Her shoulders tensed and she stopped writing.

‘Neither are for me,’ he assured her. ‘I won’t be going. Don’t fancy meeting your father again. And you know I’m not very well trained in etiquette. But I do have a friend who is. I’ll need his help.’

‘And the other?’

‘Well, you have to take a lady to these things, don’t you? Turning up without a date looks a bit odd.’

‘And I suppose you happen to know one?’

‘She’s my navigator, Amalicia,’ said Frey. He leaned over and kissed her between the shoulder blades. ‘Just my navigator. And it won’t be me that’s taking her.’

‘Alright,’ she said. ‘Two invitations.’ She resumed writing, then signed with a flourish and laid the letter on top of his piled-up clothes.

Frey began getting to his feet. ‘Thank you,’ he said. ‘I’ll get you out of here. I promise.’

‘Where do you think you’re going?’

Frey looked towards the door of the attic. ‘Well, I’m technically not supposed to be here, so I should really be gone before everyone wakes up.’

Amalicia pulled him back down again. ‘It’s not even close to dawn,’ she said. ‘I’ve had nobody to lie with for two years, Darian. We still have some catching up to do.’

Sixteen

A Triumphant Return - Frey Takes On New Crew - Silo’s Warning

It was midday by the time Frey made it back to the grassy valley where the Ketty Jay waited. There was a cold breeze, but the sun warmed the skin pleasantly, and most of the crew were outside. Harkins was tinkering with the Firecrow; Jez was reading a book she’d picked up in Aulenfay; Malvery was lying on his back, basking. Silo was nowhere to be seen. Frey presumed he was inside, engaged in one of his endless attempts to modify and improve the Ketty Jay’s engine.

Frey strolled into their midst, whistling merrily. Pinn - who was lying propped up against the wheel strut of his Skylance - lifted the wet towel off his forehead and gave an agonised groan. He was still wearing his Awakener garb, although the Cipher he’d painted on his head was now just a red smear.

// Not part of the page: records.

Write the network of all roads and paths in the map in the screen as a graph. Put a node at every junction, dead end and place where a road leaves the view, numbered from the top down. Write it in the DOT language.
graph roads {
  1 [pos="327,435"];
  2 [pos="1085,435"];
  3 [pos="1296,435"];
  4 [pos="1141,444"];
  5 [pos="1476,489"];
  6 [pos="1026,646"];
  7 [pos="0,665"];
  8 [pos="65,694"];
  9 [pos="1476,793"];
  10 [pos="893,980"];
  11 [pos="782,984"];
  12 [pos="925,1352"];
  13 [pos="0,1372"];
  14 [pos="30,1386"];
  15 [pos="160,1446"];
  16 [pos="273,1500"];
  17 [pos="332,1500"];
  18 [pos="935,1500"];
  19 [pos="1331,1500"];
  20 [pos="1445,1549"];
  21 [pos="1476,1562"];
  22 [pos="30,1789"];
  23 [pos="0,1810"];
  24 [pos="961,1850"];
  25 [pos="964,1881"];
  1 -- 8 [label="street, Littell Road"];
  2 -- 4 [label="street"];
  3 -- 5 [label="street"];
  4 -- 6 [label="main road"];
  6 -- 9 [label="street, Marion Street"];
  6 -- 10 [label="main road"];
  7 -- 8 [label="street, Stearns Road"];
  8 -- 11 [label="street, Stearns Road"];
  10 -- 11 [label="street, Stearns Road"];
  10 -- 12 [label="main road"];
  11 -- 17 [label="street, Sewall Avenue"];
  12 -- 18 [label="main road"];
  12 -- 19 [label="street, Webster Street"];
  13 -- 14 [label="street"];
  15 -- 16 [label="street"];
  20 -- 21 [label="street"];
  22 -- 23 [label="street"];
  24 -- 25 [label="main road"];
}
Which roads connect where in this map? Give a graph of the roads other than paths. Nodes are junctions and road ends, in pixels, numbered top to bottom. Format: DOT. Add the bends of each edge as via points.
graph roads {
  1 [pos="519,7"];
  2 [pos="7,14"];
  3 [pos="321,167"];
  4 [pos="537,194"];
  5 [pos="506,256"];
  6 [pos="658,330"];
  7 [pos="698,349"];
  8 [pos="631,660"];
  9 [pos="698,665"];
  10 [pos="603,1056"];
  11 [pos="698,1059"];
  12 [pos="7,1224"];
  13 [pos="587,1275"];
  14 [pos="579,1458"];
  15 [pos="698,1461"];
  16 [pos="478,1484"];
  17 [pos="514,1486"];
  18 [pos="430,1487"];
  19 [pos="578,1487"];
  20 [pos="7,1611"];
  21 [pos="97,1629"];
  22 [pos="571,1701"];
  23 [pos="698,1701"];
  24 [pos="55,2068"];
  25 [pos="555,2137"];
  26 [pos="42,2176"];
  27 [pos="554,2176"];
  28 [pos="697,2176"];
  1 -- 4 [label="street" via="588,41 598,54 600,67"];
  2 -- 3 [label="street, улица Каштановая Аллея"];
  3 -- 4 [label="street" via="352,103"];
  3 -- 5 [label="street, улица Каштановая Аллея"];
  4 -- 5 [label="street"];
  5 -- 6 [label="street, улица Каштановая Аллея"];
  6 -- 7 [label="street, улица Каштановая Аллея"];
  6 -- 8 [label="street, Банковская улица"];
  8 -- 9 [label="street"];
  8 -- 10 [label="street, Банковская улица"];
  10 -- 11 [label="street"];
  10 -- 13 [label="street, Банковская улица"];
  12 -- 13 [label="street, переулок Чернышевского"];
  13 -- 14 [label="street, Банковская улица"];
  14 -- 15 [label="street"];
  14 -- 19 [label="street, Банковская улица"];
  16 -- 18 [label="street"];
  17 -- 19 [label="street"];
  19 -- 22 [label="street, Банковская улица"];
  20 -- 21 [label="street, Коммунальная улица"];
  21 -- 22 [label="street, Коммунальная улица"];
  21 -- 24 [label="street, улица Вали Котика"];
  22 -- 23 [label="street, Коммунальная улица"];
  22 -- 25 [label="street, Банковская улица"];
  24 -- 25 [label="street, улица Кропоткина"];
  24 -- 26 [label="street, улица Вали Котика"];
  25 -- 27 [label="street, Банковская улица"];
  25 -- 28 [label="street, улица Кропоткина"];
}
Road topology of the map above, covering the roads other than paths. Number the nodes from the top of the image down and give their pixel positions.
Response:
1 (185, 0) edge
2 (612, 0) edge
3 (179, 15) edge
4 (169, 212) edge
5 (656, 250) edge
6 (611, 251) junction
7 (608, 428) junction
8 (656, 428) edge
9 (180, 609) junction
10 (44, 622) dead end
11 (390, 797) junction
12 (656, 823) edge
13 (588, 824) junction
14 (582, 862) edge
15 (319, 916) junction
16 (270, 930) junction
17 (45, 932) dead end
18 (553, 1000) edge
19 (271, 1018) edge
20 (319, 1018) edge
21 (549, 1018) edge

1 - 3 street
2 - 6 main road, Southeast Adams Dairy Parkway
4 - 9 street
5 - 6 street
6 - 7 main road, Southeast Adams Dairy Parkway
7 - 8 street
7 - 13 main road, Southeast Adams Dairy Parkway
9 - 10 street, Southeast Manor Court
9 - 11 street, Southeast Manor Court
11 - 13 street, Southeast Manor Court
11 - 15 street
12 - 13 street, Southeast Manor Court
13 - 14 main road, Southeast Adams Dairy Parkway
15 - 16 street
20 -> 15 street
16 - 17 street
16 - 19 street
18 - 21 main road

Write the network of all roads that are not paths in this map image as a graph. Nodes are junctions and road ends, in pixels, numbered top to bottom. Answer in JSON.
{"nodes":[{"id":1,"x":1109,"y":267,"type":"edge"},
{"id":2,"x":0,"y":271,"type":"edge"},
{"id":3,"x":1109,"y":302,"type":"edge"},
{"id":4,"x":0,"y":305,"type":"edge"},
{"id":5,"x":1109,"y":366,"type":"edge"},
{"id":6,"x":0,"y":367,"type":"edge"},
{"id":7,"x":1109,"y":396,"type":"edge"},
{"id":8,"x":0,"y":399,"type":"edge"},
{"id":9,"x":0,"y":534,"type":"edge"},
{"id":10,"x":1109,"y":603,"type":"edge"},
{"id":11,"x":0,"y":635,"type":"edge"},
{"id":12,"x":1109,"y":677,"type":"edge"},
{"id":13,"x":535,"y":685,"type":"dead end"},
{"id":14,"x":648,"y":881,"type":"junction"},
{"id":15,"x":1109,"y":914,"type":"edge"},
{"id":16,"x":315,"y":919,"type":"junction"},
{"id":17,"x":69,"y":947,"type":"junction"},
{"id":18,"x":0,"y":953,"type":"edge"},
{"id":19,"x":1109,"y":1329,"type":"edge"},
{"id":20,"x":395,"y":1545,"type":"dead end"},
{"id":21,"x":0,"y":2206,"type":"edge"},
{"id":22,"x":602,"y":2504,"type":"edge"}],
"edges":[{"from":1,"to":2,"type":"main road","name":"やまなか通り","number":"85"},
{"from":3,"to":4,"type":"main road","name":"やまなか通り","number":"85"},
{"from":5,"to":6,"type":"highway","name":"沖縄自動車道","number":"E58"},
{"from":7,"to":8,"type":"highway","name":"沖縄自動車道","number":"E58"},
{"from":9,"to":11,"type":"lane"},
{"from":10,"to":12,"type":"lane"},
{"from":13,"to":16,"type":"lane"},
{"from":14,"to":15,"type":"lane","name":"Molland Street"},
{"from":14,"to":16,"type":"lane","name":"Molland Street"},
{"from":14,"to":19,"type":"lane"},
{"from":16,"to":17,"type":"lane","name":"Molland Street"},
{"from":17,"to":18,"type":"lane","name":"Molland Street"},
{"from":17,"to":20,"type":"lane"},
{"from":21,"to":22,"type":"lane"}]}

‘I see you managed to keep yourself entertained while I was gone,’ Frey said. ‘Heavy night?’

Pinn groaned again and put the towel back on his forehead.

‘Mission accomplished, Cap’n?’ Jez called, looking up from her book. ‘What happened to your face?’

Frey touched fingertips to his bruised jaw, probing the skin delicately. ‘Little misunderstanding, that’s all,’ he said. Jez ran her eye over his shabby, soot-covered clothes and let the issue drop.

Bess was sitting on the grass, her short, stumpy legs sticking out in front of her, like some vast and grotesque mechanical infant. Crake was cleaning her with a bucket and a rag. She was making a soft, eerie cooing noise, like wind through distant trees. Crake said it meant she was happy, rather like the purring of a cat, but it unsettled Frey to hear the voice of the daemon that inhabited that massive armoured shell.

‘You look chipper today,’ Crake observed.

Malvery sat up, took off his round, green-lensed glasses and peered at Frey. ‘Yes, he has a definite glow about him, despite the battle damage. I’d say he had a very happy reunion with someone.